RSV in children: What every parent should know about this seasonal virus
Respiratory syncytial virus (RSV) is a common respiratory virus, and is one of the causes of seasonal common cold. Most of the time, RSV infection is mild and passes off as a usual viral upper respiratory tract illness. However, in some individuals, RSV infection may have a more severe and protracted course. Young infants, premature babies, adults with chronic lung conditions or heart diseases are particularly at higher risk for severe disease. Other risk factors for severe disease include overcrowded living conditions, indoor air pollution including exposure to cigarette smoke and a family history of atopy or asthma.
Which is the peak RSV season?
In tropical countries like India, RSV outbreaks occur during the rainy season, as temperatures begin to fall.
How does RSV spread?
RSV is highly contagious. It mainly spreads via droplets of secretions from an infected person, through hands, shared utensils or via surfaces touched by the person. The virus can survive on contaminated surfaces for up to 6 hours.
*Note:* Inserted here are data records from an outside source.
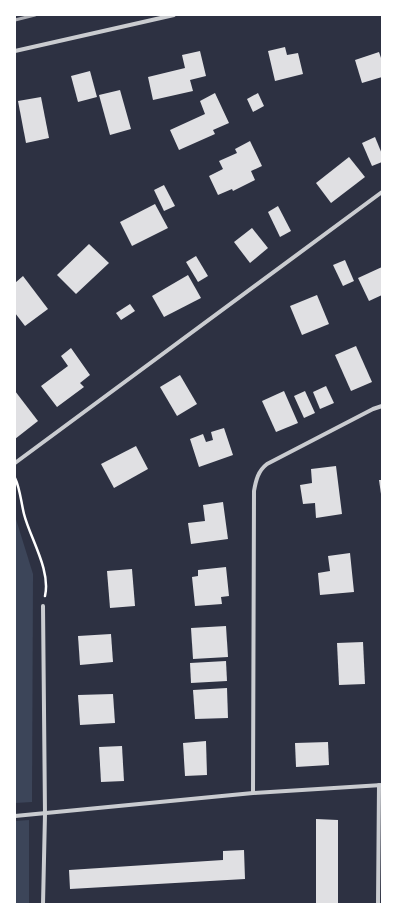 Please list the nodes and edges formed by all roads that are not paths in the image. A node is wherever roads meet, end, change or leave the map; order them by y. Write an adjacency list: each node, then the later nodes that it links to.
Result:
1 (174, 15): 2 (street)
2 (15, 51)
3 (382, 192): 5 (street)
4 (382, 406): 8 (street)
5 (15, 463)
6 (43, 606): 9 (street)
7 (380, 785): 8 (street); 12 (street)
8 (253, 793): 9 (street)
9 (45, 814): 10 (street); 11 (street)
10 (15, 816)
11 (43, 904)
12 (378, 904) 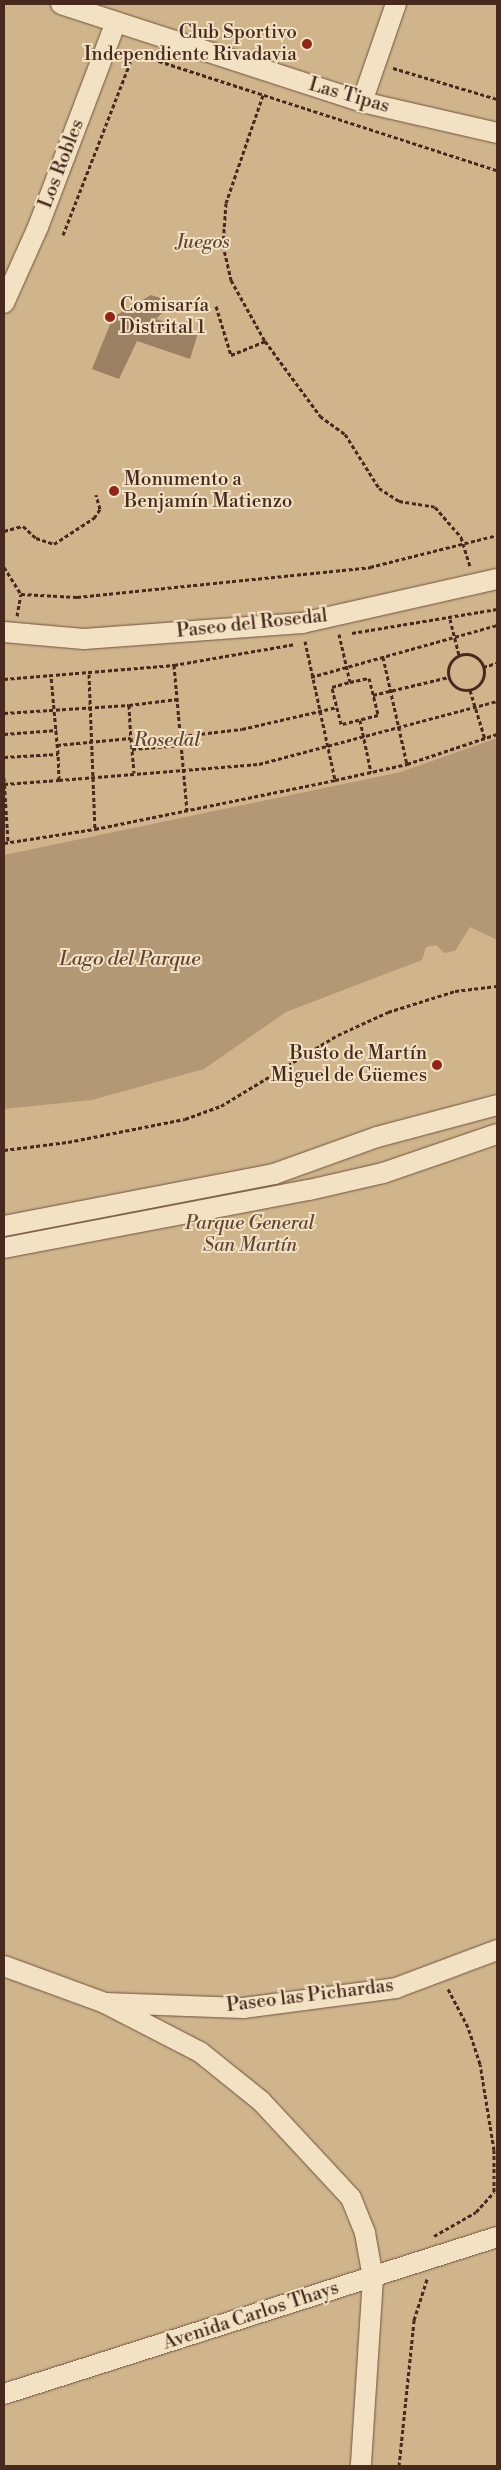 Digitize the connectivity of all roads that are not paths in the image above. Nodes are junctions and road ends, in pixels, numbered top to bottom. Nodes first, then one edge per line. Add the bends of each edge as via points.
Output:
1 (61, 4) edge
2 (396, 4) edge
3 (116, 22) junction
4 (362, 102) junction
5 (497, 133) edge
6 (4, 303) edge
7 (497, 579) edge
8 (10, 633) edge
9 (497, 1105) edge
10 (497, 1134) edge
11 (4, 1226) edge
12 (4, 1248) edge
13 (497, 1950) edge
14 (4, 1966) edge
15 (105, 2003) junction
16 (497, 2237) edge
17 (373, 2278) junction
18 (4, 2394) edge
19 (361, 2466) edge

1 - 3 street, Las Tipas
2 - 4 street
3 - 4 street, Las Tipas
3 - 6 street, Los Robles via 38,227
4 - 5 street, Las Tipas
7 - 8 street, Paseo del Rosedal via 304,633 84,639
9 - 11 street via 376,1137 274,1174
10 - 12 street via 383,1173 319,1188
13 - 15 street, Paseo las Pichardas via 396,1988 243,2008
14 - 15 street, Paseo las Pichardas
15 - 17 street via 200,2052 261,2101 351,2198 365,2233
16 - 17 street, Avenida Carlos Thays
17 - 18 street, Avenida Carlos Thays
17 - 19 street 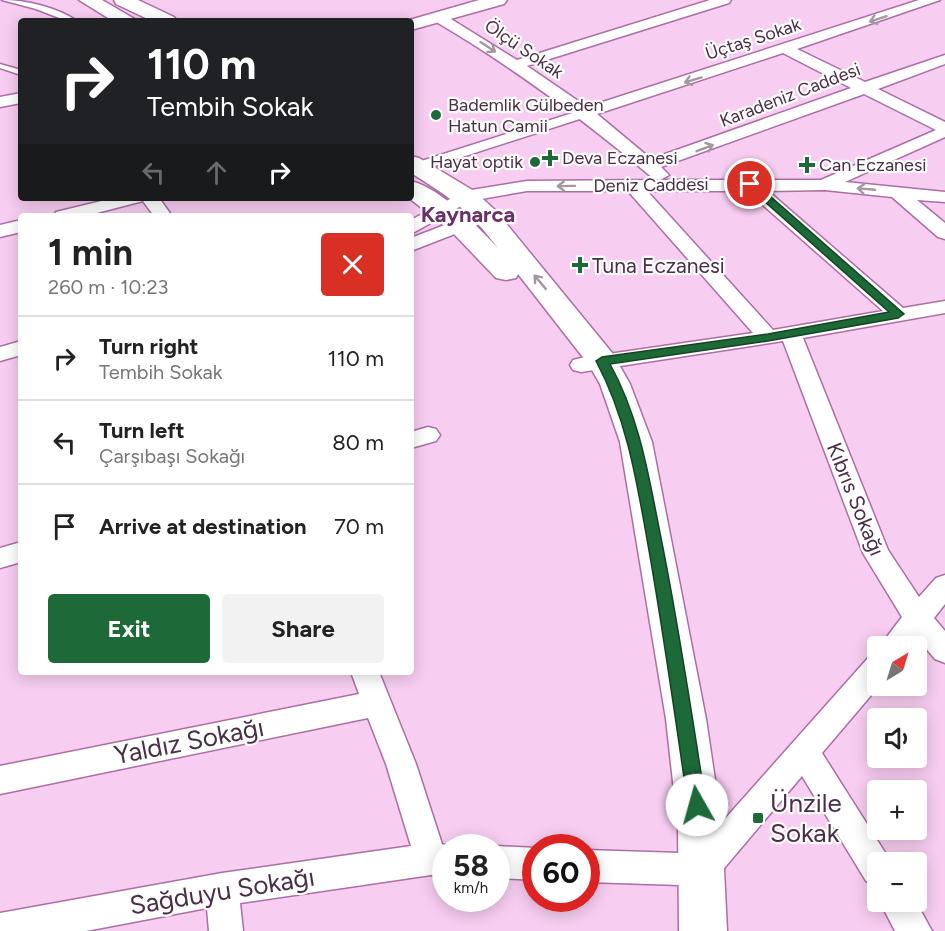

These droplets are generated when the infected person coughs, sneezes or laughs. The virus usually enters a healthy individual through the nose or eyes, less commonly the mouth.
How does RSV affect young children?
RSV is one of the leading causes of lower respiratory tract infection in infants and young children, causing bronchiolitis and pneumonia. Nearly 95% of children have been infected by RSV by the time they turn five, however, not all of them exhibit lower respiratory tract disease. Nevertheless, in some children, the disease may be severe enough to mandate hospitalisation, oxygen therapy and other necessary treatment.
Re-infection with RSV occurs frequently, although the subsequent illness is usually less severe because the infant has acquired some immunity from previous exposure.
What is the relation between RSV and wheezing?
Involvement of the lower respiratory tract with RSV infection (known as bronchiolitis) is often associated with wheezing. After an acute severe RSV infection, children may continue to have recurrent wheezing episodes for several years, but the episodes usually reduce gradually.
How can I protect my child from RSV infection?
While there is no vaccine currently available for RSV, general hygiene measures go a long way in prevention. These include frequent hand washing, especially after touching surfaces in public spaces, avoiding touching your face, eyes and nose in public areas and maintaining a distance of at least 6 feet from sick individuals. Those who are suffering from a cold should observe basic etiquettes such as coughing or sneezing in the fold of your elbow or a napkin, avoiding visiting crowded areas or touching surfaces with contaminated hands, and using a mask around infants.
If my child gets an RSV infection, how do we identify and treat it?
The symptoms of an RSV infection are usually non-specific and similar to any other viral illness- fever, running nose, sore throat and cough. The treatment is mainly supportive in the form of adequate rest, good hydration and fever medications. As RSV is a virus, there is no role of antibiotics, unless your pediatrician diagnoses a super-added bacterial infection.
What are the signs of a severe disease?
Fast breathing or difficulty in breathing, chest indrawing, wheezing, extreme lethargy, refusal to take feeds, persistent vomiting or bluish discolouration of lips or nails are some signs that indicate severe disease and need for immediate medical attention.
While RSV sparks panic in the minds of most parents, largely the illnesses are mild and manageable. Parents need to be vigilant to prevent exposure during the peak season. In case of infants and young children, it is best to visit a pediatrician or a pediatric pulmonologist whenever in slightest doubt.